Unter Druck
Von Maximilian Schäffer
Zeiten ändern sich: In den 1930er Jahren ist der Berufsstand des Theaterkritikers noch ein angesehener. Angeblich liest die Bevölkerung begierig, was ein Besserwisser ihnen an Geschmack und Analyse vorsetzt. Jimmy Erskine ist ein solcher, der angesehenste Miesmacher Londons – altersreif, belesen, flamboyant und schwul. Seine Potenz speist sich aus Gemeinheiten gegenüber Regisseuren und Schauspielern, er entlädt sie nachts im Park, wo er Strichjungen der Arbeiterklasse für Sex bezahlt. Ein Mann vom Format eines Oscar Wilde, der wie sein Vorbild bereits mit einem Bein in der Tretmühle steht. Diesen Erskine gab es so nie, seine angebliche Zeitung, den Daily Chronicle, zumindest nicht dem filmischen Narrativ entsprechend.
In Anand Tuckers 101 Minuten langem Thrillerdrama »The Critic« verstirbt ein alter, liberaler Zeitungsmogul und hinterlässt das Blatt seinem Sohn – einem aufstrebenden Faschisten. Überhaupt sind Faschisten auf einmal überall auf Londons Straßen. Tatsächlich dürften im angesetzten Jahr 1934 Oswald Mosleys Schlägertruppen von der British Union of Fascists ihre sichtbarste Präsenz gezeigt haben. Bereits zwei Jahre später wurde in Großbritannien das Tragen von politischen Uniformen im öffentlichen Raum per Gesetz untersagt. König, Adel und Parlament hatten aber wohl vor den paar tausend lokalen SA-Komikern weniger Bammel als vor ernsten Kommunisten und – allen voran – vor der irischen Unabhängigkeitsbewegung.

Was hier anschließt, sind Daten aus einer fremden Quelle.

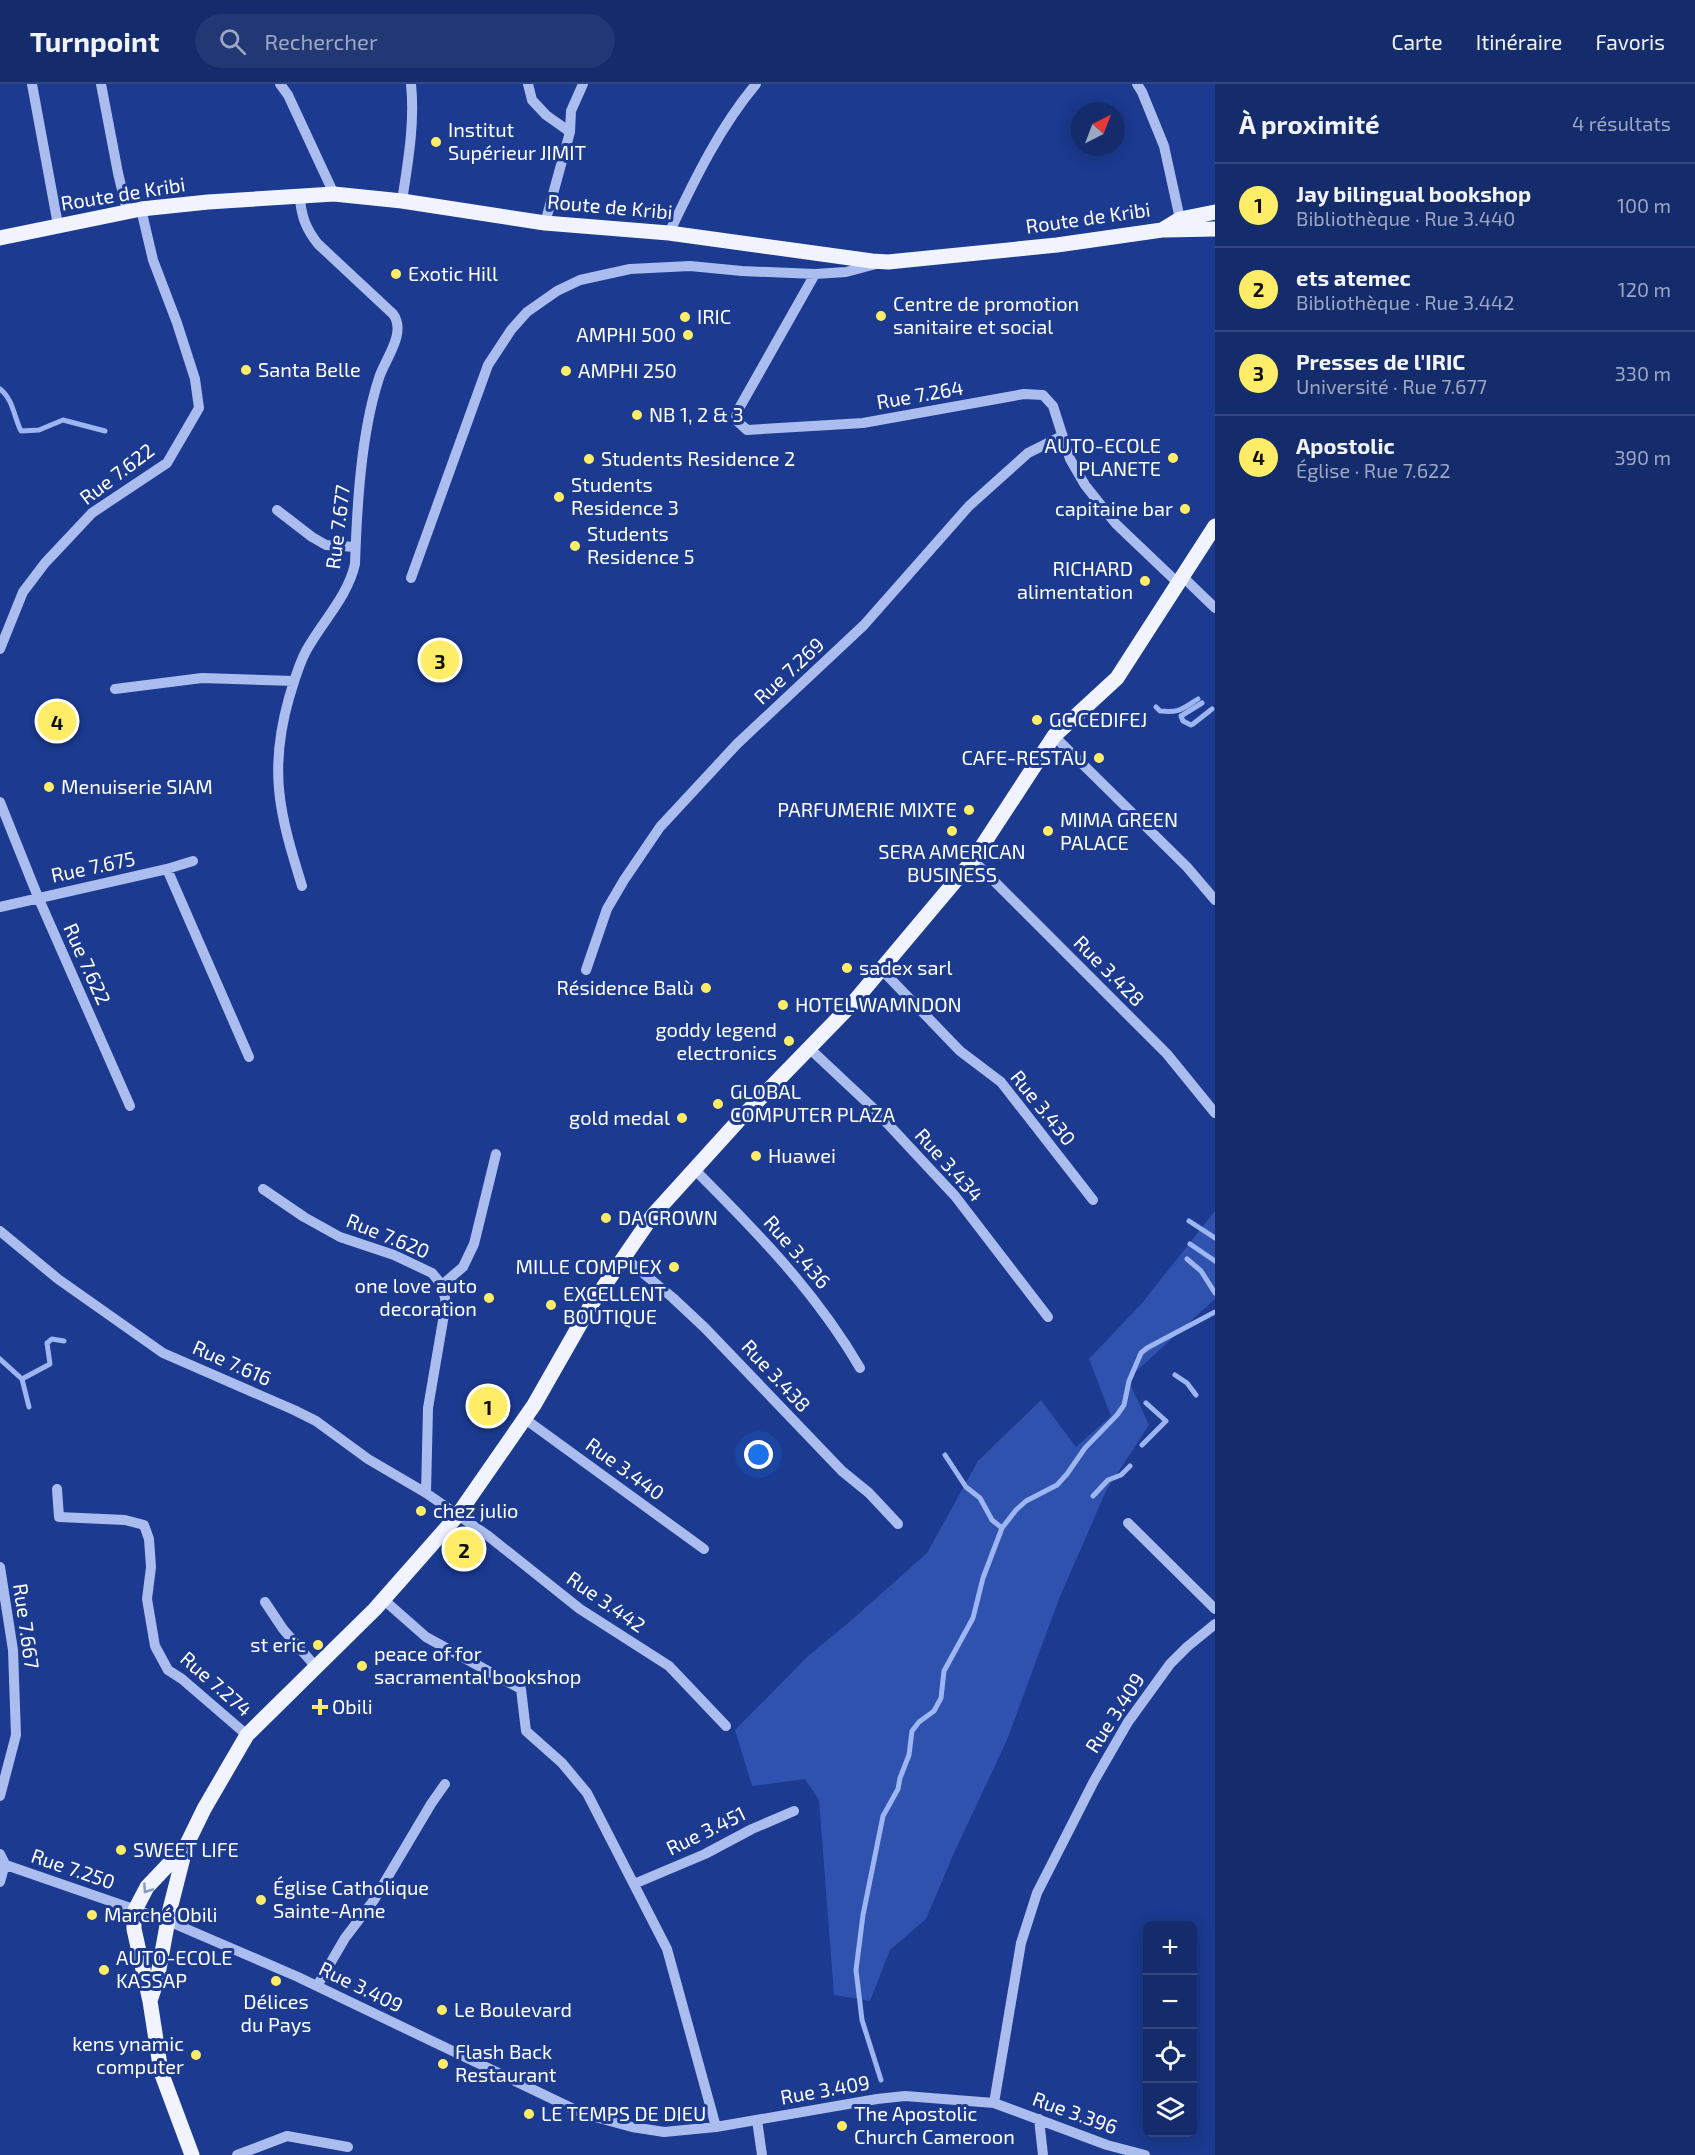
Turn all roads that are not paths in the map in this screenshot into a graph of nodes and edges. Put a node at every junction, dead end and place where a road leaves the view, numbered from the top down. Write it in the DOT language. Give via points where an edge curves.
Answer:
graph roads {
  1 [pos="32,84"];
  2 [pos="101,84"];
  3 [pos="280,84"];
  4 [pos="411,84"];
  5 [pos="528,84"];
  6 [pos="583,84"];
  7 [pos="756,84"];
  8 [pos="1137,84"];
  9 [pos="570,132"];
  10 [pos="334,194"];
  11 [pos="300,197"];
  12 [pos="402,201"];
  13 [pos="134,210"];
  14 [pos="1215,212"];
  15 [pos="1180,219"];
  16 [pos="545,223"];
  17 [pos="58,225"];
  18 [pos="1215,229"];
  19 [pos="1162,230"];
  20 [pos="669,233"];
  21 [pos="0,238"];
  22 [pos="888,262"];
  23 [pos="815,274"];
  24 [pos="1062,436"];
  25 [pos="277,510"];
  26 [pos="1215,526"];
  27 [pos="355,547"];
  28 [pos="411,578"];
  29 [pos="1181,580"];
  30 [pos="1215,608"];
  31 [pos="0,649"];
  32 [pos="294,681"];
  33 [pos="115,689"];
  34 [pos="1054,736"];
  35 [pos="0,802"];
  36 [pos="973,860"];
  37 [pos="193,861"];
  38 [pos="167,869"];
  39 [pos="302,886"];
  40 [pos="38,897"];
  41 [pos="1215,900"];
  42 [pos="0,907"];
  43 [pos="881,969"];
  44 [pos="586,970"];
  45 [pos="809,1048"];
  46 [pos="249,1057"];
  47 [pos="130,1106"];
  48 [pos="1215,1113"];
  49 [pos="496,1154"];
  50 [pos="694,1169"];
  51 [pos="263,1189"];
  52 [pos="1093,1200"];
  53 [pos="0,1231"];
  54 [pos="624,1257"];
  55 [pos="442,1285"];
  56 [pos="1048,1317"];
  57 [pos="861,1368"];
  58 [pos="525,1419"];
  59 [pos="57,1489"];
  60 [pos="426,1492"];
  61 [pos="457,1516"];
  62 [pos="1128,1523"];
  63 [pos="898,1524"];
  64 [pos="704,1549"];
  65 [pos="0,1567"];
  66 [pos="384,1600"];
  67 [pos="265,1602"];
  68 [pos="1215,1609"];
  69 [pos="1215,1624"];
  70 [pos="316,1667"];
  71 [pos="726,1726"];
  72 [pos="247,1735"];
  73 [pos="445,1784"];
  74 [pos="0,1796"];
  75 [pos="794,1811"];
  76 [pos="186,1846"];
  77 [pos="2,1860"];
  78 [pos="0,1882"];
  79 [pos="634,1884"];
  80 [pos="135,1910"];
  81 [pos="168,1921"];
  82 [pos="318,1986"];
  83 [pos="150,2001"];
  84 [pos="994,2103"];
  85 [pos="1039,2119"];
  86 [pos="757,2120"];
  87 [pos="716,2127"];
  88 [pos="348,2147"];
  89 [pos="192,2155"];
  90 [pos="237,2155"];
  91 [pos="762,2155"];
  92 [pos="1043,2155"];
  93 [pos="1144,2155"];
  1 -- 17 [label="street"];
  2 -- 13 [label="street, Rue 7.622" via="118,173"];
  3 -- 10 [label="street"];
  4 -- 12 [label="street" via="411,135"];
  5 -- 9 [label="street" via="532,100"];
  6 -- 9 [label="street" via="571,111"];
  7 -- 20 [label="street" via="702,166"];
  8 -- 15 [label="street" via="1164,146"];
  9 -- 16 [label="street"];
  10 -- 11 [label="main road, Route de Kribi"];
  10 -- 12 [label="main road, Route de Kribi"];
  11 -- 13 [label="main road, Route de Kribi"];
  11 -- 27 [label="street, Rue 7.677" via="303,220 318,244 398,320 399,330 366,426"];
  12 -- 16 [label="main road, Route de Kribi"];
  13 -- 17 [label="main road, Route de Kribi"];
  13 -- 31 [label="street, Rue 7.622" via="177,324 195,379 199,408 167,463 92,513 45,563 23,592"];
  14 -- 15 [label="main road, Route de Kribi"];
  15 -- 19 [label="main road, Route de Kribi"];
  16 -- 20 [label="main road, Route de Kribi"];
  17 -- 21 [label="main road, Route de Kribi"];
  18 -- 19 [label="main road"];
  19 -- 22 [label="main road, Route de Kribi"];
  20 -- 22 [label="main road, Route de Kribi"];
  22 -- 23 [label="street" via="846,272"];
  23 -- 24 [label="street, Rue 7.264" via="737,412 740,426 747,430 863,423 1037,393 1053,406"];
  23 -- 28 [label="street" via="690,266 630,269 580,280 527,312 488,365"];
  24 -- 29 [label="street, Rue 7.264" via="1084,485 1116,524"];
  24 -- 44 [label="street, Rue 7.269" via="1028,453 969,506 864,625 737,744 660,827 607,909"];
  25 -- 27 [label="street" via="326,545"];
  26 -- 29 [label="main road"];
  27 -- 32 [label="street, Rue 7.677" via="352,578 316,632"];
  29 -- 30 [label="street, Rue 7.264"];
  29 -- 34 [label="main road" via="1117,678"];
  32 -- 33 [label="street" via="202,678"];
  32 -- 39 [label="street, Rue 7.677" via="278,759 279,799"];
  34 -- 36 [label="main road"];
  34 -- 41 [label="street" via="1187,867"];
  35 -- 40 [label="street, Rue 7.622"];
  36 -- 43 [label="main road"];
  36 -- 48 [label="street, Rue 3.428" via="1167,1054"];
  37 -- 38 [label="street, Rue 7.675"];
  38 -- 40 [label="street, Rue 7.675"];
  38 -- 46 [label="street"];
  40 -- 42 [label="street, Rue 7.675"];
  40 -- 47 [label="street, Rue 7.622"];
  43 -- 45 [label="main road"];
  43 -- 52 [label="street, Rue 3.430" via="960,1051 1001,1082"];
  45 -- 50 [label="main road"];
  45 -- 56 [label="street, Rue 3.434" via="874,1108 955,1196"];
  49 -- 55 [label="street" via="474,1244 463,1267"];
  50 -- 54 [label="main road" via="653,1215"];
  50 -- 57 [label="street, Rue 3.436" via="754,1229 813,1297"];
  51 -- 55 [label="street, Rue 7.620" via="340,1237 394,1255 432,1273"];
  53 -- 60 [label="street, Rue 7.616" via="58,1279 163,1353 316,1421 368,1459"];
  54 -- 58 [label="main road" via="591,1305"];
  54 -- 63 [label="street, Rue 3.438" via="705,1328"];
  55 -- 60 [label="street, Rue 7.620" via="446,1302 428,1408"];
  58 -- 61 [label="main road"];
  58 -- 64 [label="street, Rue 3.440"];
  59 -- 72 [label="street, Rue 7.274" via="59,1517 125,1520 144,1525 151,1568 147,1599 155,1646 168,1670"];
  60 -- 61 [label="street, Rue 7.616"];
  61 -- 66 [label="main road"];
  61 -- 71 [label="street, Rue 3.442" via="487,1535 579,1609 669,1666"];
  62 -- 68 [label="street"];
  65 -- 74 [label="street, Rue 7.667" via="14,1650 16,1735"];
  66 -- 70 [label="main road"];
  66 -- 79 [label="street" via="426,1637 521,1689 526,1731 562,1763 587,1793"];
  67 -- 70 [label="street"];
  69 -- 84 [label="street, Rue 3.409" via="1170,1664 1128,1722 1037,1893 1021,1942"];
  70 -- 72 [label="main road"];
  72 -- 76 [label="main road"];
  73 -- 82 [label="street"];
  75 -- 79 [label="street, Rue 3.451"];
  76 -- 80 [label="main road, one-way" via="147,1887"];
  76 -- 81 [label="main road"];
  77 -- 78 [label="street"];
  77 -- 80 [label="street, Rue 7.250"];
  79 -- 87 [label="street" via="672,1960"];
  80 -- 81 [label="street, Rue 7.250"];
  80 -- 83 [label="main road" via="134,1929"];
  81 -- 82 [label="street, Rue 3.409"];
  81 -- 83 [label="main road"];
  82 -- 87 [label="street, Rue 3.409" via="584,2114 664,2132"];
  83 -- 89 [label="main road" via="161,2072"];
  84 -- 85 [label="street, Rue 3.396"];
  84 -- 86 [label="street, Rue 3.409" via="905,2096"];
  85 -- 92 [label="street"];
  85 -- 93 [label="street, Rue 3.396"];
  86 -- 87 [label="street, Rue 3.409"];
  86 -- 91 [label="street"];
  88 -- 90 [label="street" via="287,2136"];
}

Ungeachtet historischer Wahrheiten gerät Kritiker Erskine unter Druck. Es geht um seine Würde und um seine Rente. Außerdem muss er eine stattliche Wohnung unterhalten – und seinen Ziehsohn Tom (Alfred Enoch), der gleichzeitig sein Lover ist. Da kommt ihm die strauchelnde Schauspielerin Nina (Arterton) mit besten amourösen Beziehungen nach oben gerade recht. Der Kritiker in seiner Not lässt sich auf ein mephistophelisches Spiel ein – er erpresst und intrigiert, um seinen eigenen Arsch zu retten.

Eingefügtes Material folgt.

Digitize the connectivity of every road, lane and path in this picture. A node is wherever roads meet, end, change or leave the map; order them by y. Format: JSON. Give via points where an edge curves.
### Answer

Ian McKellen spielt seine Hauptrolle eher mit dem ausladenden Gestus eines großväterlichen Theaterschauspielers, statt mit dem eines schreibenden Intellektuellen. Durchaus eine romantische Vorstellung aus einer Zeit, wo schillernde Künstlerfiguren wie Hector Berlioz oder Großmeister der geziemlichen Bösartigkeit wie Eduard Hanslick in ganz Europa als Kritiker respektiert wurden. So im 19. Jahrhundert. Im hier porträtierten 20. war die geschmäcklerische Sachkunde bereits der materialistischen Analyse gewichen. Beispielsweise des US-amerikanischen Kunstkritikers Clement Greenbergs 1939 erschienener wegweisender Essay »Avant-Garde and Kitsch« liest sich zwar spitzzüngig, scheut aber illustrative Vergleiche mit Tieren und Fäkalien.
Der letzte wohlinformierte Vogel metropolitanischer Gehässigkeit (»bitchy« – eine typisch schwule Angelegenheit) war Truman Capote, den die Society dafür aber nicht achtete, sondern ins gesellschaftliche Grab beförderte. Ähnlich ergeht es dem Kritiker in diesem recht lauwarmen Streifen.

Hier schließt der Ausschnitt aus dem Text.